Yeasts acquire resistance secondary to antifungal drug treatment by adaptive mutagenesis.

Acquisition of resistance secondary to treatment both by microorganisms and by tumor cells is a major public health concern. Several species of bacteria acquire resistance to various antibiotics through stress-induced responses that have an adaptive mutagenesis effect. So far, adaptive mutagenesis in yeast has only been described when the stress is nutrient deprivation.
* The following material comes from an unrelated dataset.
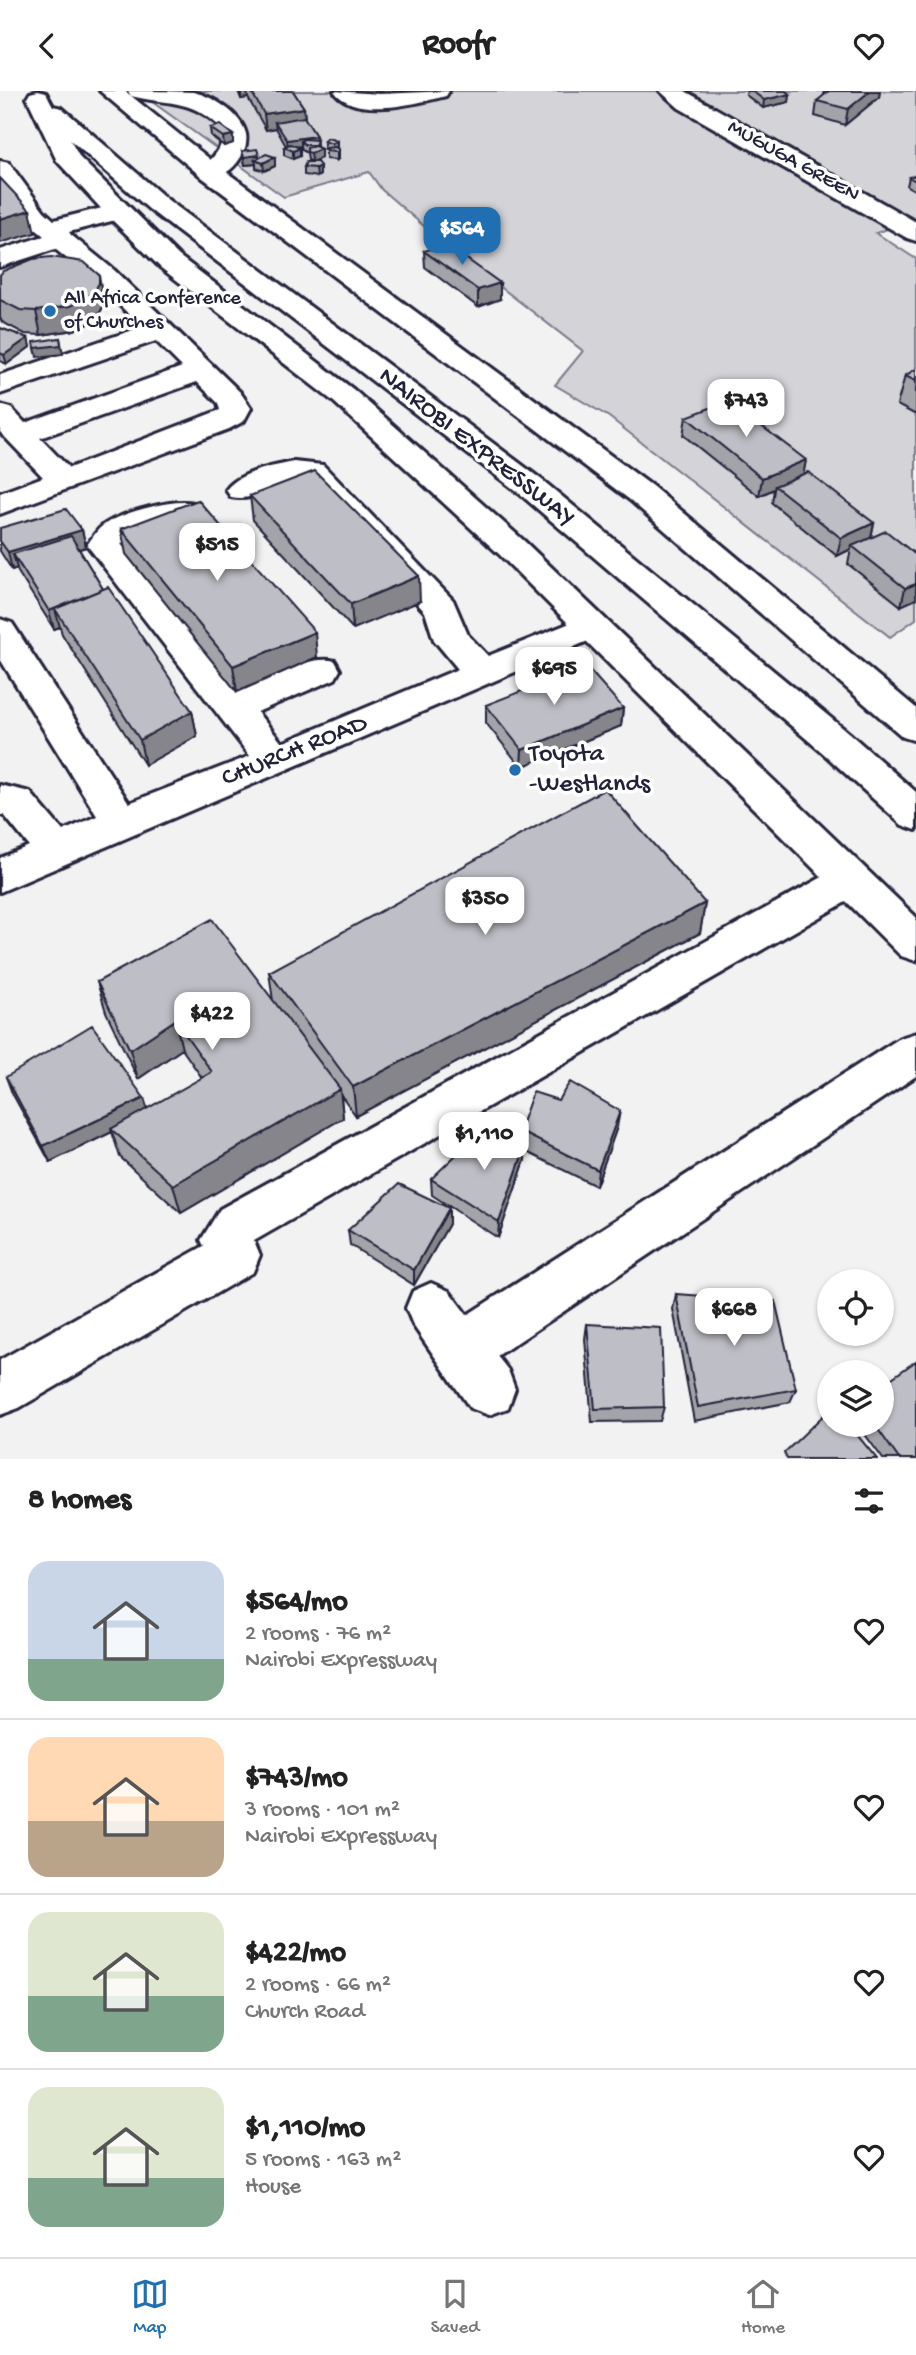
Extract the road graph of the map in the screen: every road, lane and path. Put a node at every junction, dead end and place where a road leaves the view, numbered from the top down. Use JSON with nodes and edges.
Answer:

Here, we hypothesized that adaptive mutagenesis in yeast (Saccharomyces cerevisiae and Candida albicans as model organisms) would also take place in response to antifungal agents (5-fluorocytosine or flucytosine, 5-FC, and caspofungin, CSP), giving rise to resistance secondary to treatment with these agents. We have developed a clinically relevant model where both yeasts acquire resistance when exposed to these agents. Stressful lifestyle associated mutation (SLAM) experiments show that the adaptive mutation frequencies are 20 (S. cerevisiae -5-FC), 600 (C. albicans -5-FC) or 1000 (S. cerevisiae--CSP) fold higher than the spontaneous mutation frequency, the experimental data for C. albicans -5-FC being in agreement with the clinical data of acquisition of resistance secondary to treatment. The spectrum of mutations in the S. cerevisiae -5-FC model differs between spontaneous and acquired, indicating that the molecular mechanisms that generate them are different. Remarkably, in the acquired mutations, an ectopic intrachromosomal recombination with an 87% homologous gene takes place with a high frequency. In conclusion, we present here a clinically relevant adaptive mutation model that fulfils the conditions reported previously.